### Study material
+ + + + +

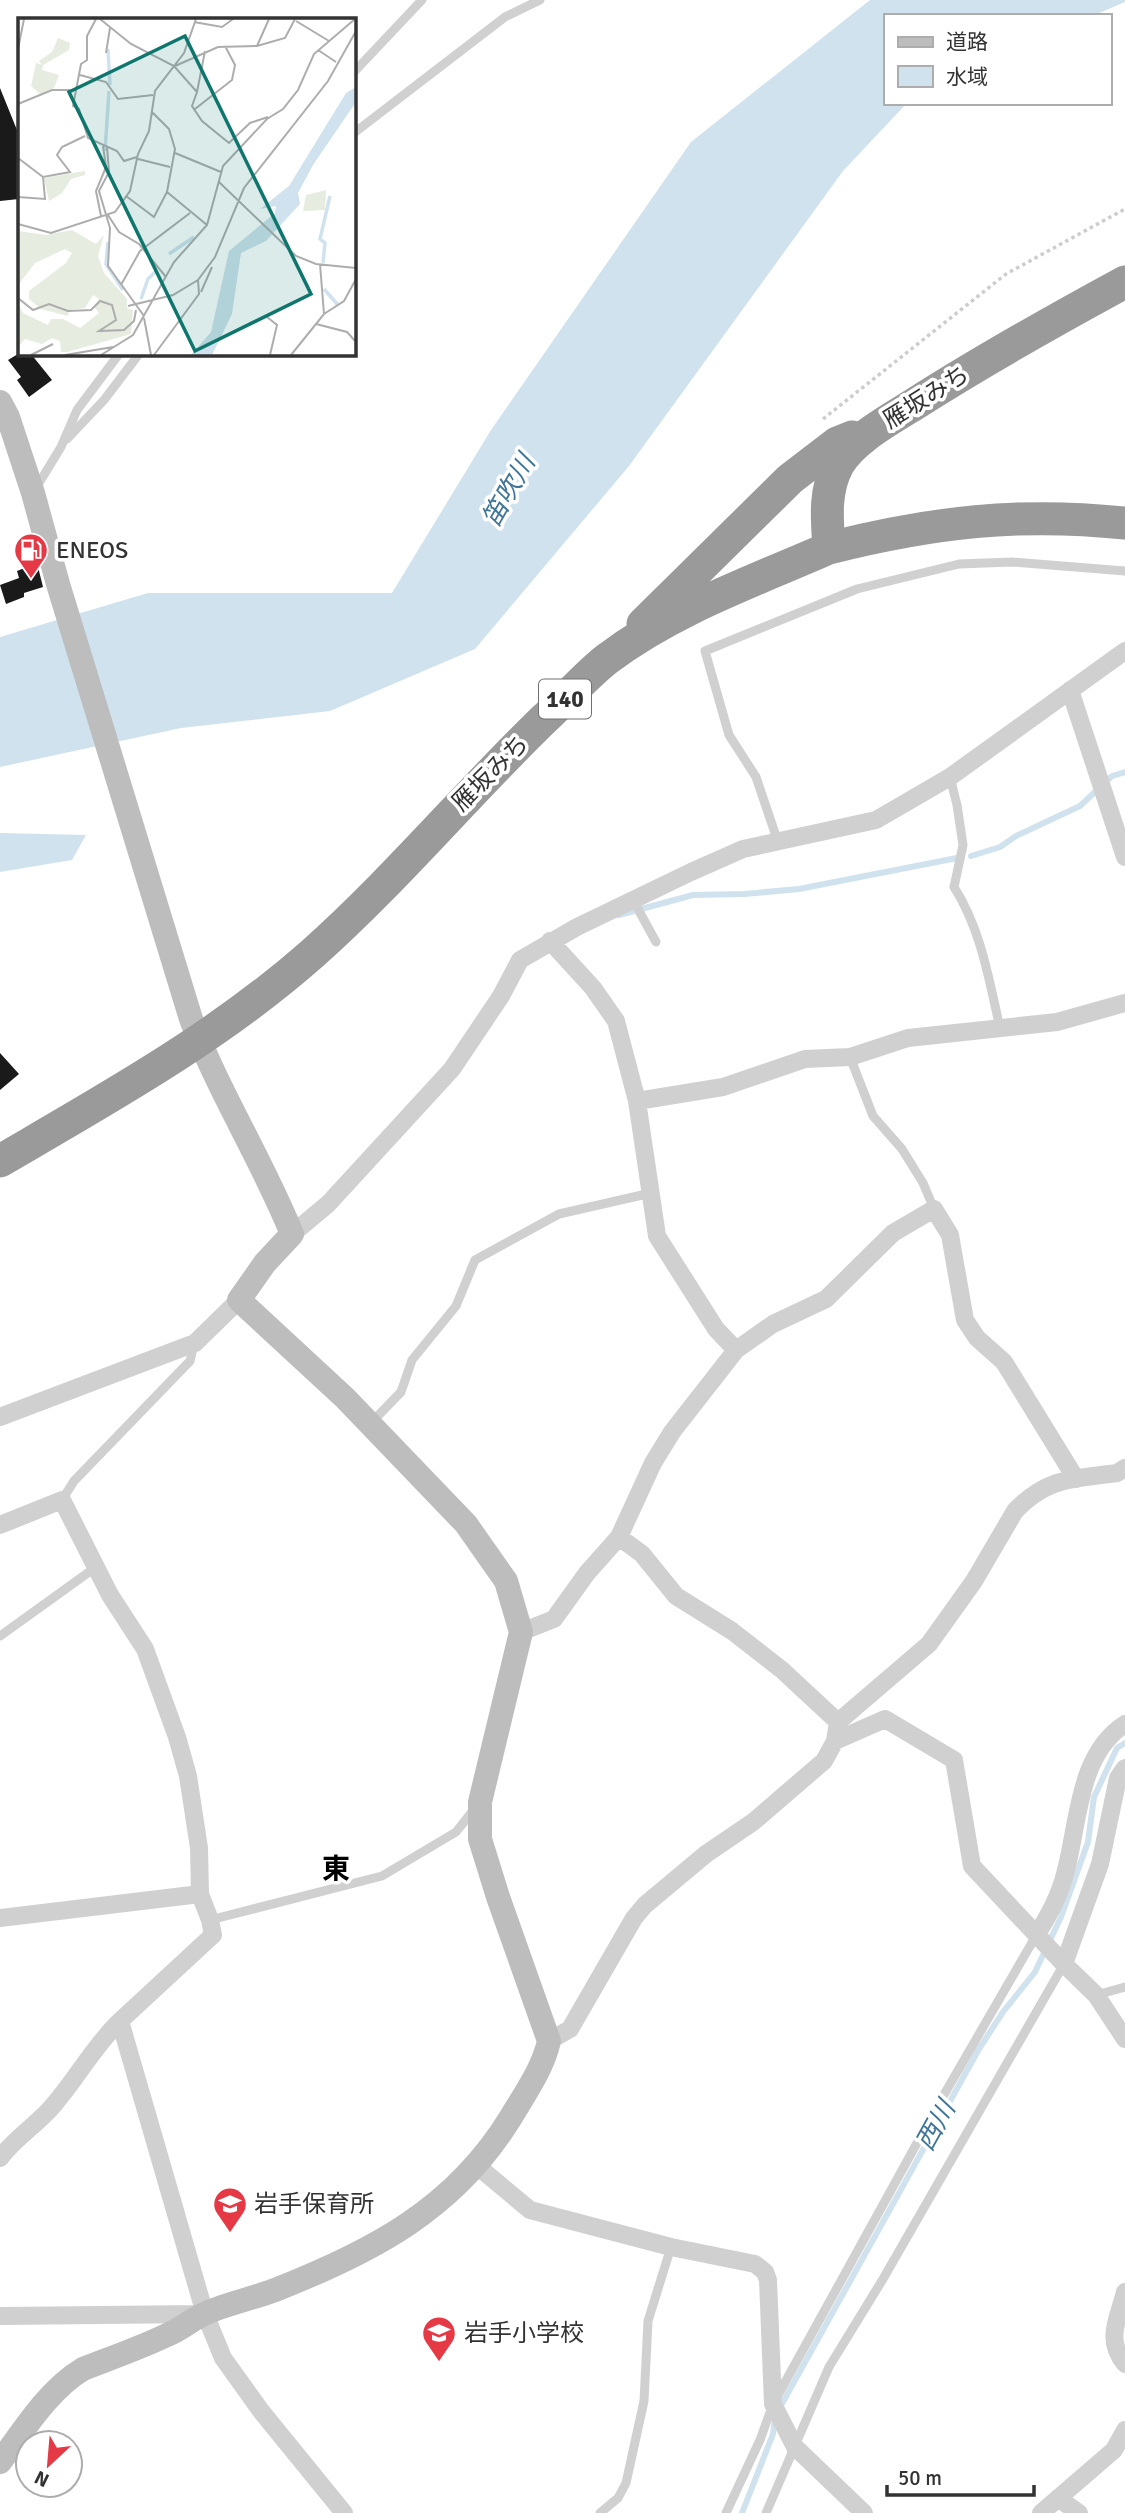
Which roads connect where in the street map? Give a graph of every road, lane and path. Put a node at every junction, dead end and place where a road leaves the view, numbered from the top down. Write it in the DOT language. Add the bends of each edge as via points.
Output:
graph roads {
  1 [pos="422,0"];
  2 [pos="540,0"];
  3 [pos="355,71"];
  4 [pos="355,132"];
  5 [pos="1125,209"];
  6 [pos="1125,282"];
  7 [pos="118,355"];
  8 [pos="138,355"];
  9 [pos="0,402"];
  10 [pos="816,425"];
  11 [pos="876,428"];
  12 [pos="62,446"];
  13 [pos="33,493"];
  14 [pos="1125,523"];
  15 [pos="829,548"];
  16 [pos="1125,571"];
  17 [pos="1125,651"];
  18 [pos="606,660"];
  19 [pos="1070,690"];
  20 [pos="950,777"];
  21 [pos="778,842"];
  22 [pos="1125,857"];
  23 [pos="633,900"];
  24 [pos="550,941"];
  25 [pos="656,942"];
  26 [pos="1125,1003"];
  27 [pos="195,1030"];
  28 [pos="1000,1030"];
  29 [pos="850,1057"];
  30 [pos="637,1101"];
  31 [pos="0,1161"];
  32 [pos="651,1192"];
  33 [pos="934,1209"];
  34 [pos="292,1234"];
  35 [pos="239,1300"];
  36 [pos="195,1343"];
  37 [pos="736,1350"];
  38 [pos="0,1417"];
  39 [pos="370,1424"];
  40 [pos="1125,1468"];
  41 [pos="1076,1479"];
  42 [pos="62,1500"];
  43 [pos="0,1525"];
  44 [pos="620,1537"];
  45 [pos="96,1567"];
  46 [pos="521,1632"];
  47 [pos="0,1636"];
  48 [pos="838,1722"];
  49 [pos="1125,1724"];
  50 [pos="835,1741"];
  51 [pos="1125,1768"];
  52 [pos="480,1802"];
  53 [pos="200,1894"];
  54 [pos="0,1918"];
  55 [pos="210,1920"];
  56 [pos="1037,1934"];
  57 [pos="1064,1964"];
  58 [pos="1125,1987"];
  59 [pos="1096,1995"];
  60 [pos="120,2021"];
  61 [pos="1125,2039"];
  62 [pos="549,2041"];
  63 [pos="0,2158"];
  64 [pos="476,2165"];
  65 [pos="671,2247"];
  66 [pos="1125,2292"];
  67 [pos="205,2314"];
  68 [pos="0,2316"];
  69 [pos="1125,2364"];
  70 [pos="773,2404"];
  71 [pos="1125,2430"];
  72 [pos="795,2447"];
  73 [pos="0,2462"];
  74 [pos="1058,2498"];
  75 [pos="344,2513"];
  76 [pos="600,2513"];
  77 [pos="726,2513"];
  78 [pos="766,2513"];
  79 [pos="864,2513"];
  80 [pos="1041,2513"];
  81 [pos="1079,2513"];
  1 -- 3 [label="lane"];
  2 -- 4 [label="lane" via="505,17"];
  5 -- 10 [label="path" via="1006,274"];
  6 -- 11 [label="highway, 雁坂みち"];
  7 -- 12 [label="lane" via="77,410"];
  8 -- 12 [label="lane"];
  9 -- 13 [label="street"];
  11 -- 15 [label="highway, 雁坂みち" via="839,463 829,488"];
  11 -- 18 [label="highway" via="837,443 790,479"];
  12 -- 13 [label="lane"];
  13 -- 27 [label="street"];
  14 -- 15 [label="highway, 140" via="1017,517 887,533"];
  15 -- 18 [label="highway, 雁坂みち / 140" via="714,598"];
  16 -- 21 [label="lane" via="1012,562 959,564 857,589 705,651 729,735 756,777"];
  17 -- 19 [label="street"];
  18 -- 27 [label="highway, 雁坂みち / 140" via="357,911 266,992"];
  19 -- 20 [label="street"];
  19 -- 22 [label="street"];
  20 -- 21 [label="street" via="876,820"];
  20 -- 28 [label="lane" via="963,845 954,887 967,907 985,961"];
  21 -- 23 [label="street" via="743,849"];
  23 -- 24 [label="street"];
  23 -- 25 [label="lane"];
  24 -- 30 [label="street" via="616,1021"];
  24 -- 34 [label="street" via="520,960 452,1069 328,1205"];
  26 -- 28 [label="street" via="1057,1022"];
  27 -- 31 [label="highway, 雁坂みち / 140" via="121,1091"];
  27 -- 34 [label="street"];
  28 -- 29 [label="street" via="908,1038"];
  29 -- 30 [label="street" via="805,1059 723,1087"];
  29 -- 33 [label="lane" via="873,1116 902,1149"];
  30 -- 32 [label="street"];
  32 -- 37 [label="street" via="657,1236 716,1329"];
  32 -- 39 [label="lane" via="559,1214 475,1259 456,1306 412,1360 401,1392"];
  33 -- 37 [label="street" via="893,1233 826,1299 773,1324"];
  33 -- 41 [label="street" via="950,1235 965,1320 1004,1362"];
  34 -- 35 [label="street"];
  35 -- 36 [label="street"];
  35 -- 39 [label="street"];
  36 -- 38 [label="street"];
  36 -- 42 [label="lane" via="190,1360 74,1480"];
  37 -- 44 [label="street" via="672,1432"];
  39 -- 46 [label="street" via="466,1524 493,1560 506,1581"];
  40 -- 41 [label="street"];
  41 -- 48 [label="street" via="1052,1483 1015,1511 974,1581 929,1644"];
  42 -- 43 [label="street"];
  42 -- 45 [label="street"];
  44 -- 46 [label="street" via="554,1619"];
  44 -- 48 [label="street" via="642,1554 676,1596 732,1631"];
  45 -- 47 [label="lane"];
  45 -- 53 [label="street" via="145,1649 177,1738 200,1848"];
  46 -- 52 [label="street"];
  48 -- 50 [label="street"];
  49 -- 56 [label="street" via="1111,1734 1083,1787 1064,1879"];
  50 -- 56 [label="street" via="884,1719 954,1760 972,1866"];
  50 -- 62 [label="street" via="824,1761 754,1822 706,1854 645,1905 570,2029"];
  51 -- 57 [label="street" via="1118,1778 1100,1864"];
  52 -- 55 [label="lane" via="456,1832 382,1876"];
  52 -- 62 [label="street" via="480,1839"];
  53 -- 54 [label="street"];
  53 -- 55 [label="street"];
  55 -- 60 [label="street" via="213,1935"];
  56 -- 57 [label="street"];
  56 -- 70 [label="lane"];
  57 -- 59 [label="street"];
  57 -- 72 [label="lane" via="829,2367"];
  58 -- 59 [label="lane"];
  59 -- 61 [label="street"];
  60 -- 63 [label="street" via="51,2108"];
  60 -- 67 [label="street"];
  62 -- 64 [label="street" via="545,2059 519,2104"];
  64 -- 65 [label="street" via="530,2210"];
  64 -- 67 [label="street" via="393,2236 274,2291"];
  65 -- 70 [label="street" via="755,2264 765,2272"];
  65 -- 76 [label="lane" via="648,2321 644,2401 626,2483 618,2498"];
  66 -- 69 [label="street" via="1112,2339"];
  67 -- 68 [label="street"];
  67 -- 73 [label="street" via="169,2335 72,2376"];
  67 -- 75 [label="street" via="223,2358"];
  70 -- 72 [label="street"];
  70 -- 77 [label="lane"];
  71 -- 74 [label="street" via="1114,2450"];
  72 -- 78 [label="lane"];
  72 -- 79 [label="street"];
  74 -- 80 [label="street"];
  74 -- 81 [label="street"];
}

+ + + + +

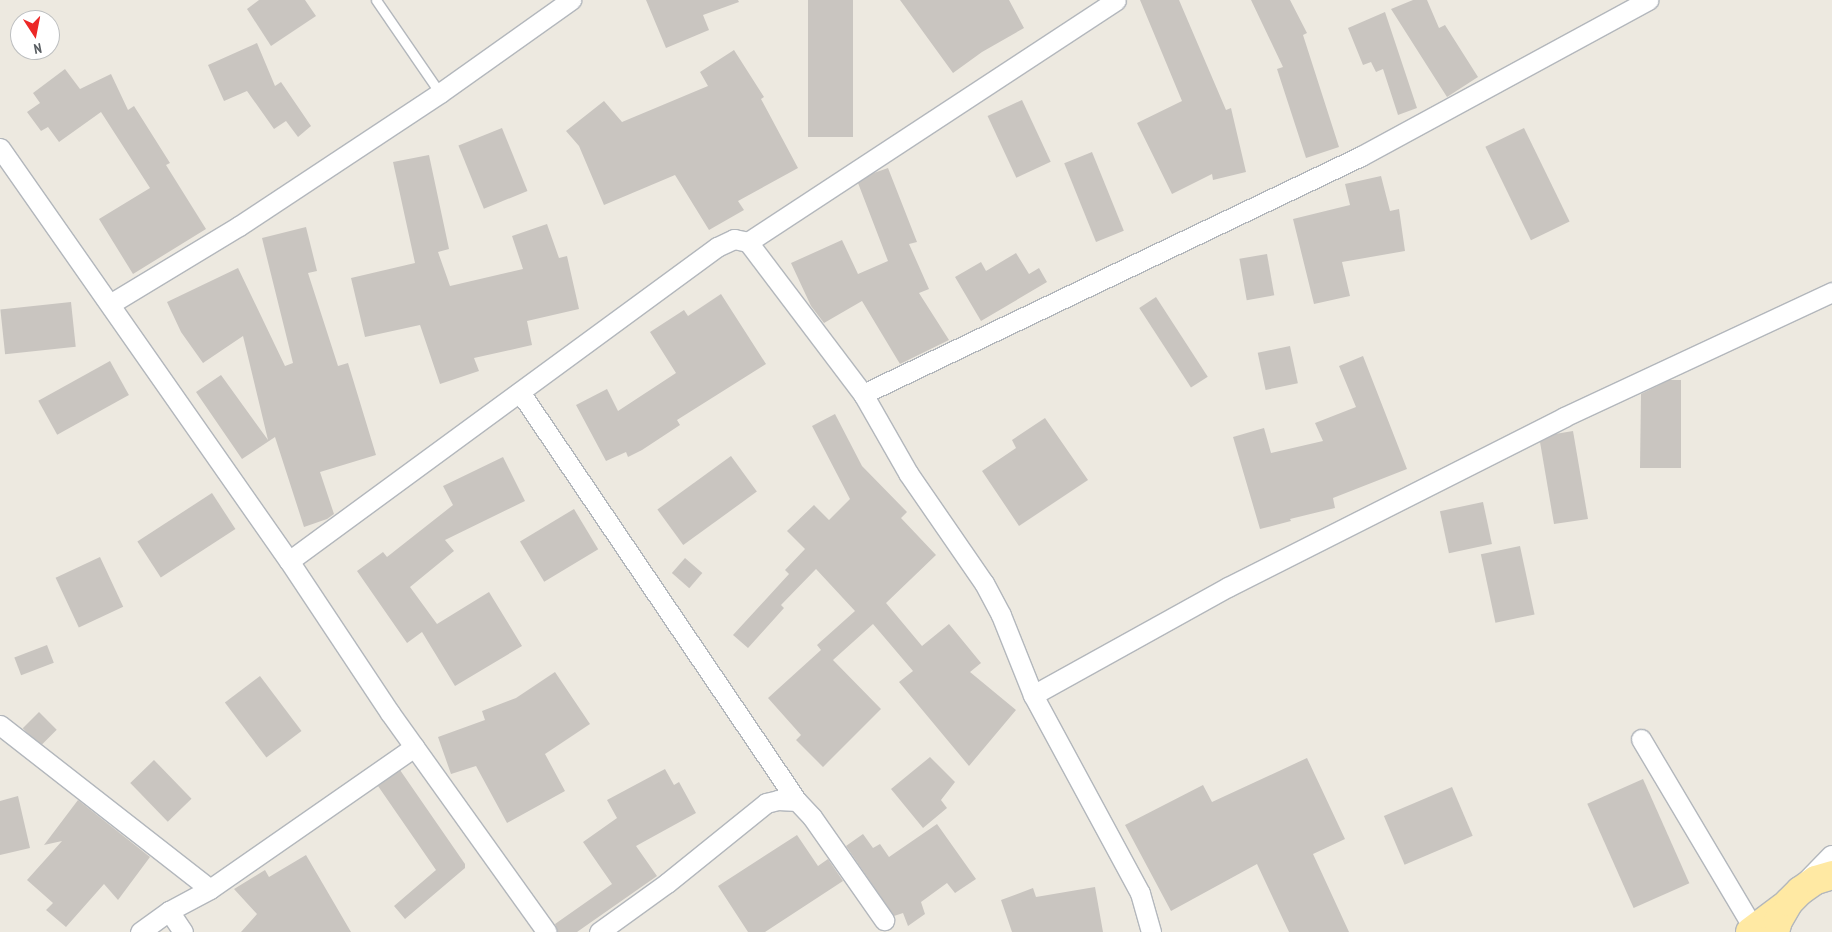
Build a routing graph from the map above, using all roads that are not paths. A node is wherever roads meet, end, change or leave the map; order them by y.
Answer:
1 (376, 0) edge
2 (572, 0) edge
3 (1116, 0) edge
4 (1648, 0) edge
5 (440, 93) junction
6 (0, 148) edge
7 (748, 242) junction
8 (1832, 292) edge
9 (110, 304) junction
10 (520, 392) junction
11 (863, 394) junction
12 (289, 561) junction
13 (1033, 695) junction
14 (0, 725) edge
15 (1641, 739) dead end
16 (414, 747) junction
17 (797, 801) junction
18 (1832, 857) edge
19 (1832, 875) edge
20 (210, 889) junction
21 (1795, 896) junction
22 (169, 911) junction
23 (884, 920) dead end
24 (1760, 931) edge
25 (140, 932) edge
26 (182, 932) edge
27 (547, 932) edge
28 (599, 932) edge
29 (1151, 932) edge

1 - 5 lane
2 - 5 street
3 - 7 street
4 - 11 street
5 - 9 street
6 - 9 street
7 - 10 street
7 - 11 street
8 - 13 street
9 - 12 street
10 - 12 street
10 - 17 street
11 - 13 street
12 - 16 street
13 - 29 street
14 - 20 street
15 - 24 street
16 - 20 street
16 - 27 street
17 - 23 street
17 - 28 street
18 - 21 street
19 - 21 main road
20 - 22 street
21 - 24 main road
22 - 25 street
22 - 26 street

+ + + + +

### Directions for this task
Which lines above carry the string "graph"? Copy those lines.

### Response
Which roads connect where in the street map? Give a graph of every road, lane and path. Put a node at every junction, dead end and place where a road leaves the view, numbered from the top down. Write it in the DOT language. Add the bends of each edge as via points.
graph roads {
Build a routing graph from the map above, using all roads that are not paths. A node is wherever roads meet, end, change or leave the map; order them by y.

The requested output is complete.